总说些我不爱听的话?
话语停顿,就连语速也变得缓慢,为什么,不答应百鬼丸,永远留在百鬼丸身边?
理智,客观,中立,这所有美好的形容都变得如此可恶。
百鬼丸的愿望很小,只是想要那一点,哪怕只有一点点私心罢了。
骗骗百鬼丸也是可以的。
反正如果杰森真的再一次死了,他也管不到百鬼丸。
但是
我不想为难杰森。百鬼丸说道,他觉得自己实在是一个很善良的人偶,就连面前的幻觉都不忍心让他感到难过。

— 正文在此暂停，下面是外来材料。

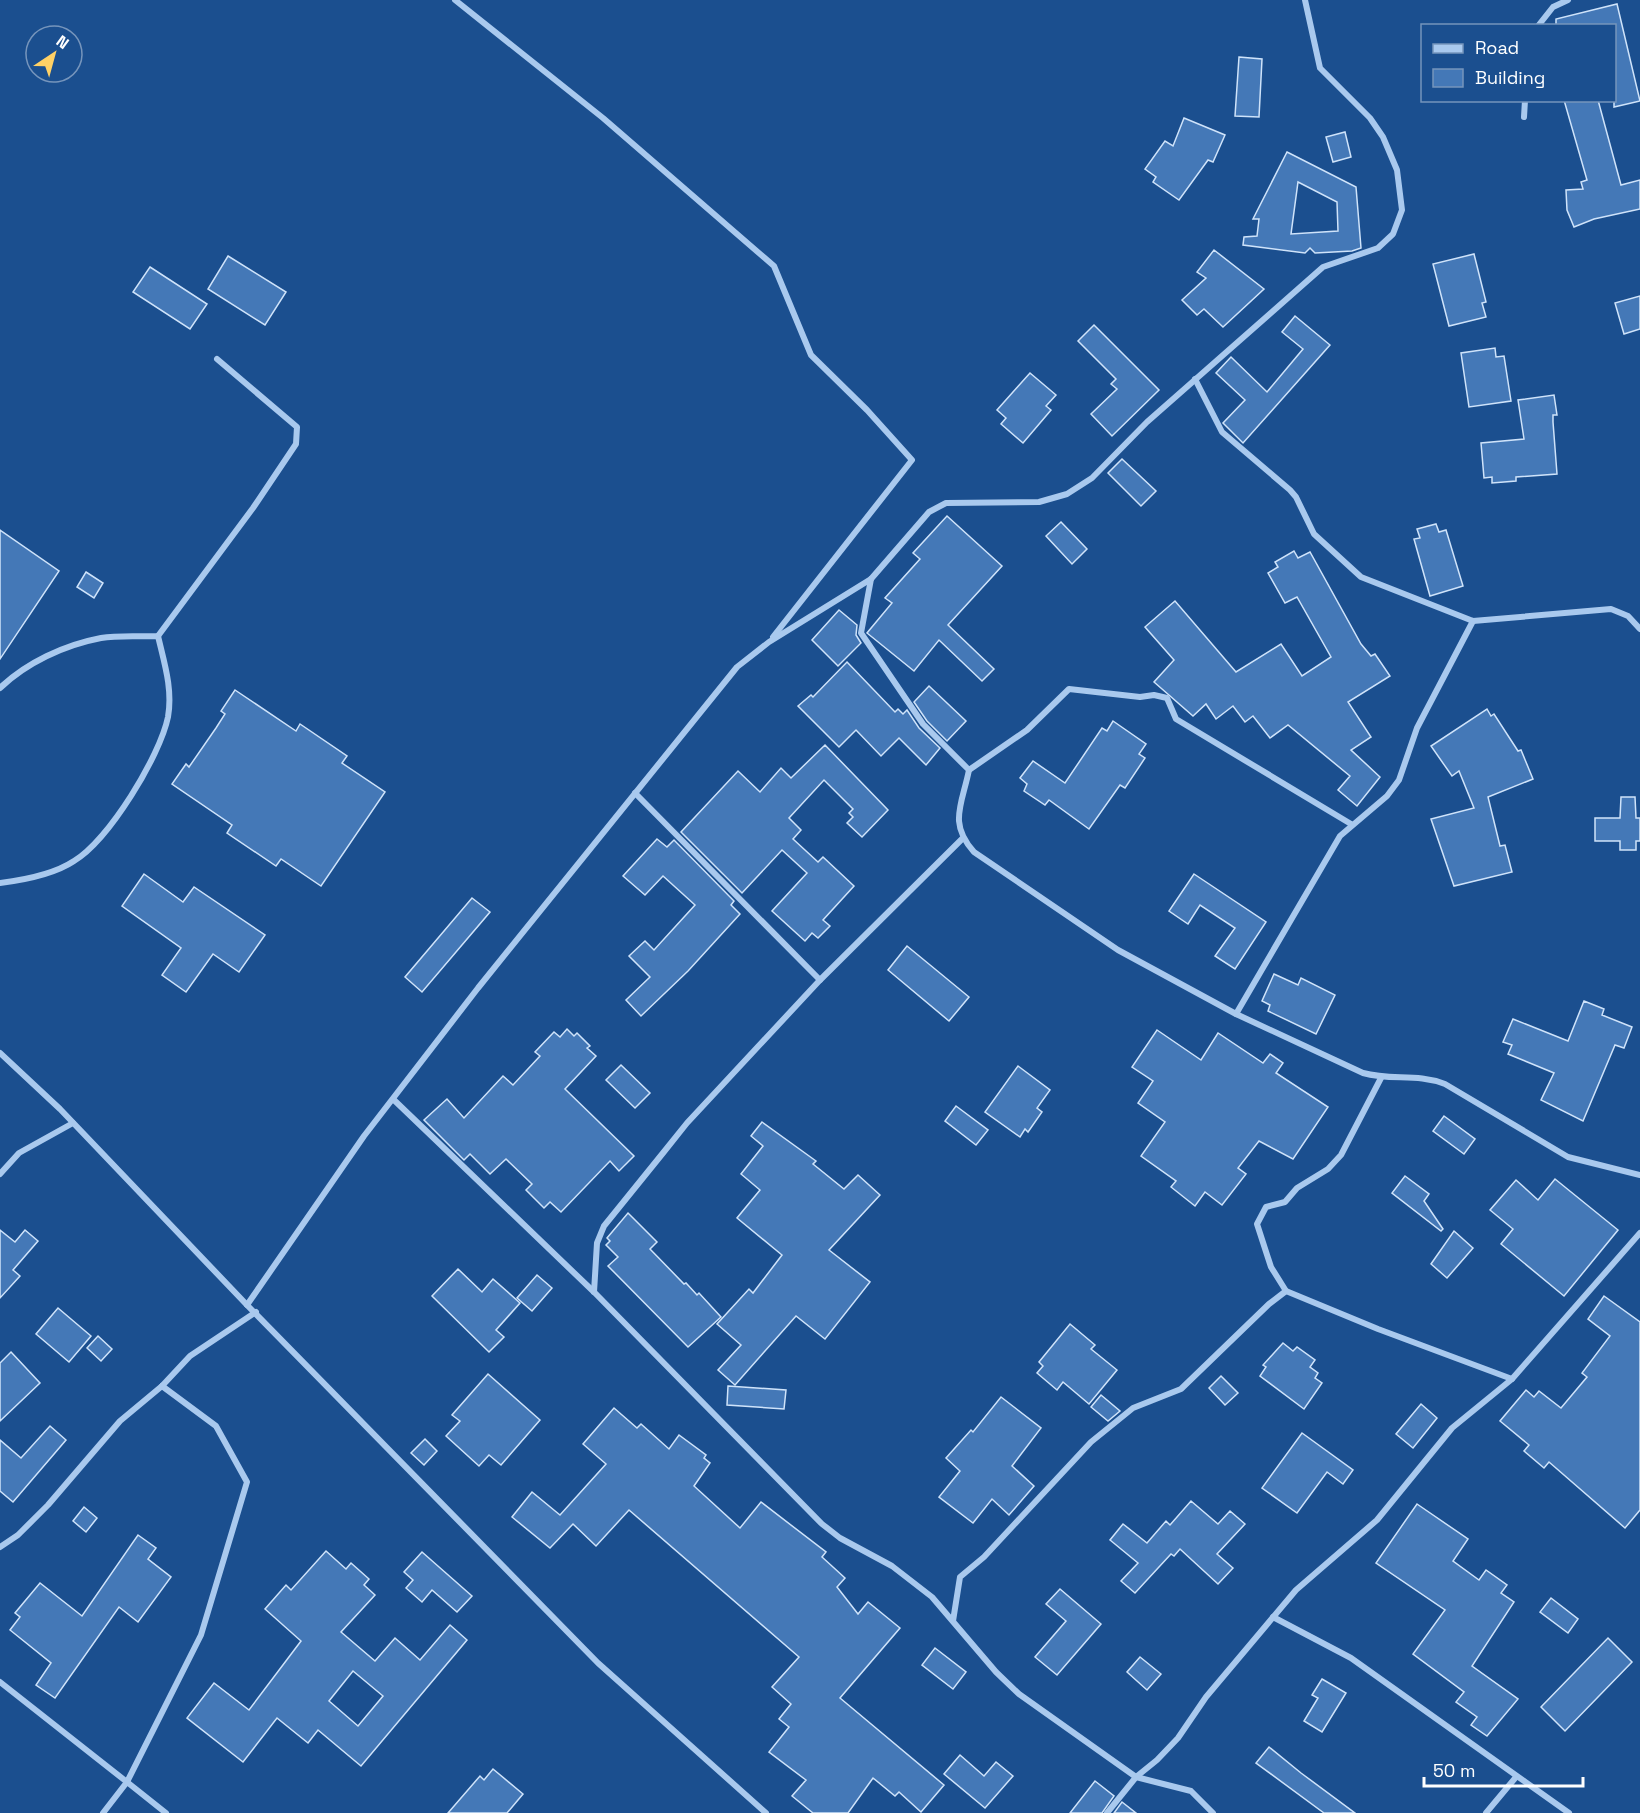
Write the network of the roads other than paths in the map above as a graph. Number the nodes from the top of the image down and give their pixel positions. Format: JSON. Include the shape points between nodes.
{"nodes":[{"id":1,"x":455,"y":0,"type":"edge"},
{"id":2,"x":1305,"y":0,"type":"edge"},
{"id":3,"x":1568,"y":0,"type":"edge"},
{"id":4,"x":1540,"y":24,"type":"edge"},
{"id":5,"x":1525,"y":102,"type":"edge"},
{"id":6,"x":1524,"y":117,"type":"dead end"},
{"id":7,"x":217,"y":359,"type":"dead end"},
{"id":8,"x":1195,"y":379,"type":"junction"},
{"id":9,"x":871,"y":579,"type":"junction"},
{"id":10,"x":1473,"y":621,"type":"junction"},
{"id":11,"x":1640,"y":628,"type":"edge"},
{"id":12,"x":158,"y":636,"type":"junction"},
{"id":13,"x":769,"y":642,"type":"junction"},
{"id":14,"x":0,"y":688,"type":"edge"},
{"id":15,"x":969,"y":770,"type":"junction"},
{"id":16,"x":635,"y":793,"type":"junction"},
{"id":17,"x":1351,"y":824,"type":"junction"},
{"id":18,"x":962,"y":839,"type":"junction"},
{"id":19,"x":0,"y":884,"type":"edge"},
{"id":20,"x":820,"y":980,"type":"junction"},
{"id":21,"x":1236,"y":1014,"type":"junction"},
{"id":22,"x":0,"y":1053,"type":"edge"},
{"id":23,"x":1381,"y":1078,"type":"junction"},
{"id":24,"x":394,"y":1100,"type":"junction"},
{"id":25,"x":73,"y":1123,"type":"junction"},
{"id":26,"x":0,"y":1174,"type":"edge"},
{"id":27,"x":1640,"y":1175,"type":"edge"},
{"id":28,"x":1640,"y":1233,"type":"edge"},
{"id":29,"x":1286,"y":1291,"type":"junction"},
{"id":30,"x":594,"y":1292,"type":"junction"},
{"id":31,"x":247,"y":1305,"type":"junction"},
{"id":32,"x":256,"y":1312,"type":"junction"},
{"id":33,"x":1512,"y":1379,"type":"junction"},
{"id":34,"x":162,"y":1386,"type":"junction"},
{"id":35,"x":0,"y":1547,"type":"edge"},
{"id":36,"x":1273,"y":1617,"type":"junction"},
{"id":37,"x":952,"y":1621,"type":"junction"},
{"id":38,"x":0,"y":1682,"type":"edge"},
{"id":39,"x":1136,"y":1777,"type":"junction"},
{"id":40,"x":1516,"y":1777,"type":"junction"},
{"id":41,"x":127,"y":1782,"type":"junction"},
{"id":42,"x":103,"y":1813,"type":"edge"},
{"id":43,"x":166,"y":1813,"type":"edge"},
{"id":44,"x":766,"y":1813,"type":"edge"},
{"id":45,"x":1107,"y":1813,"type":"edge"},
{"id":46,"x":1213,"y":1813,"type":"edge"},
{"id":47,"x":1486,"y":1813,"type":"edge"},
{"id":48,"x":1569,"y":1813,"type":"edge"}],
"edges":[{"from":1,"to":13,"type":"street","via":[[603,118],[774,266],[811,355],[912,460]]},
{"from":2,"to":8,"type":"street","via":[[1320,68],[1370,118],[1383,137],[1396,170],[1402,210],[1393,234],[1378,248],[1323,267]]},
{"from":3,"to":4,"type":"street","via":[[1553,7]]},
{"from":5,"to":6,"type":"street"},
{"from":7,"to":12,"type":"street","via":[[297,427],[296,444]]},
{"from":8,"to":9,"type":"street","via":[[1092,478],[1067,494],[1039,502],[946,503],[929,512]]},
{"from":8,"to":10,"type":"street","via":[[1222,432],[1296,497],[1314,534],[1338,558],[1361,577]]},
{"from":9,"to":13,"type":"street"},
{"from":9,"to":15,"type":"street","via":[[861,633],[923,724]]},
{"from":10,"to":11,"type":"street","via":[[1611,609],[1628,616]]},
{"from":10,"to":17,"type":"street","via":[[1417,728],[1399,780],[1387,796]]},
{"from":12,"to":14,"type":"street","via":[[101,638],[48,656],[18,671]]},
{"from":12,"to":19,"type":"street","via":[[169,685],[168,717],[156,750],[128,801],[75,861],[50,872]]},
{"from":13,"to":16,"type":"street","via":[[737,668]]},
{"from":15,"to":17,"type":"street","via":[[1027,730],[1069,689],[1140,698],[1154,695],[1167,698],[1176,719]]},
{"from":15,"to":18,"type":"street","via":[[957,826]]},
{"from":16,"to":20,"type":"street"},
{"from":16,"to":24,"type":"street","via":[[478,988]]},
{"from":17,"to":21,"type":"street"},
{"from":18,"to":20,"type":"street"},
{"from":18,"to":21,"type":"street","via":[[974,852],[1118,950]]},
{"from":20,"to":30,"type":"street","via":[[687,1123],[604,1226],[597,1243]]},
{"from":21,"to":23,"type":"street"},
{"from":22,"to":25,"type":"street"},
{"from":23,"to":27,"type":"street","via":[[1426,1077],[1445,1084],[1568,1157]]},
{"from":23,"to":29,"type":"street","via":[[1341,1155],[1328,1169],[1297,1188],[1285,1202],[1266,1207],[1257,1224],[1271,1268]]},
{"from":24,"to":30,"type":"street"},
{"from":24,"to":31,"type":"street","via":[[364,1136]]},
{"from":25,"to":26,"type":"street","via":[[19,1153]]},
{"from":25,"to":31,"type":"street"},
{"from":28,"to":33,"type":"street"},
{"from":29,"to":33,"type":"street"},
{"from":29,"to":37,"type":"street","via":[[1181,1389],[1134,1408],[1077,1455],[984,1557],[960,1577]]},
{"from":30,"to":37,"type":"street","via":[[822,1524],[908,1578]]},
{"from":31,"to":32,"type":"street"},
{"from":32,"to":34,"type":"street","via":[[190,1356]]},
{"from":32,"to":44,"type":"street","via":[[598,1663]]},
{"from":33,"to":36,"type":"street","via":[[1452,1428],[1377,1520],[1309,1576]]},
{"from":34,"to":35,"type":"street","via":[[120,1421],[48,1504],[18,1535]]},
{"from":34,"to":41,"type":"street","via":[[216,1426],[247,1482],[201,1635]]},
{"from":36,"to":39,"type":"street","via":[[1206,1697],[1178,1738]]},
{"from":36,"to":40,"type":"street","via":[[1351,1658]]},
{"from":37,"to":39,"type":"street","via":[[1019,1694]]},
{"from":38,"to":41,"type":"street"},
{"from":39,"to":45,"type":"street"},
{"from":39,"to":46,"type":"street","via":[[1191,1791]]},
{"from":40,"to":47,"type":"street"},
{"from":40,"to":48,"type":"street"},
{"from":41,"to":42,"type":"street"},
{"from":41,"to":43,"type":"street"}]}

他上前一步,半抱住了面前这个真实的幻觉,再陪陪我吧。
百鬼丸自觉自己说的很冷静克制,但是面前人的呼吸突然变得急促,一下一下往倒吸着气,像是在强行压抑着什么,百鬼丸手指下移,冰凉的指尖触着喉结,压抑的气音在这里做不到任何掩饰,他将自己一下子抱得好紧,就像是要融进血肉一般。
百鬼丸安静地依靠在男人怀中,皮肉相接,他更能感受到虚幻杰森胸口的剧烈起伏和用力扣住自己后背,乃至于能感到细微颤抖的手。
【杰森的手很稳,不会颤抖的。 】
百鬼丸觉得这幻觉实在是有些不称职,但是他又说服不了自己离开,他迷恋着怀中的温暖。
他听上去,好难过。
百鬼丸不明白为什么明明只是自己的幻觉,他自己也觉得那么难过,他的心脏仿佛随着面前人呼吸的加重而变得更加酸涩。
你在伤心吗?百鬼丸笨拙地安抚着他真实的幻觉,虽然你是个不太称职的幻觉。
但是百鬼丸不在乎。
骗骗我,也没有关系。
所有的情绪在一瞬间宛如奔腾的泉水一般疯狂上涌,但又全都梗在了喉间,千言万语,杰森想说很多话,比如,我不是故意把你抛下,那五年我几乎没什么记忆,比如,我也很想你,比如...比如...比如...
有太多的话,但是他说不出口,只能沉默而无言地将他的人偶死死抱在了怀中。
这怀抱很温暖,很重,也很让人熟悉。百鬼丸安静地想着,平稳的情绪却逐渐掀起波澜,犹如在湖中扔下的炸弹,一层又一层,涟漪变成了巨浪,他慢慢眨着眼睛,却在忽然落了泪,水珠一颗颗凝结从眼眶径直落了下来,哭得无声无息。
泪水砸在手上,却仿佛有千斤重,杰森一下子慌了神,想拿手去擦,手腕却偏偏被百鬼丸握住,就像是在抓住自己的最后一根稻草一般死死不放,只要他一动,百鬼丸便会用那副令人心疼的,死寂的表情看着自己,就仿佛自己要再次抛下他。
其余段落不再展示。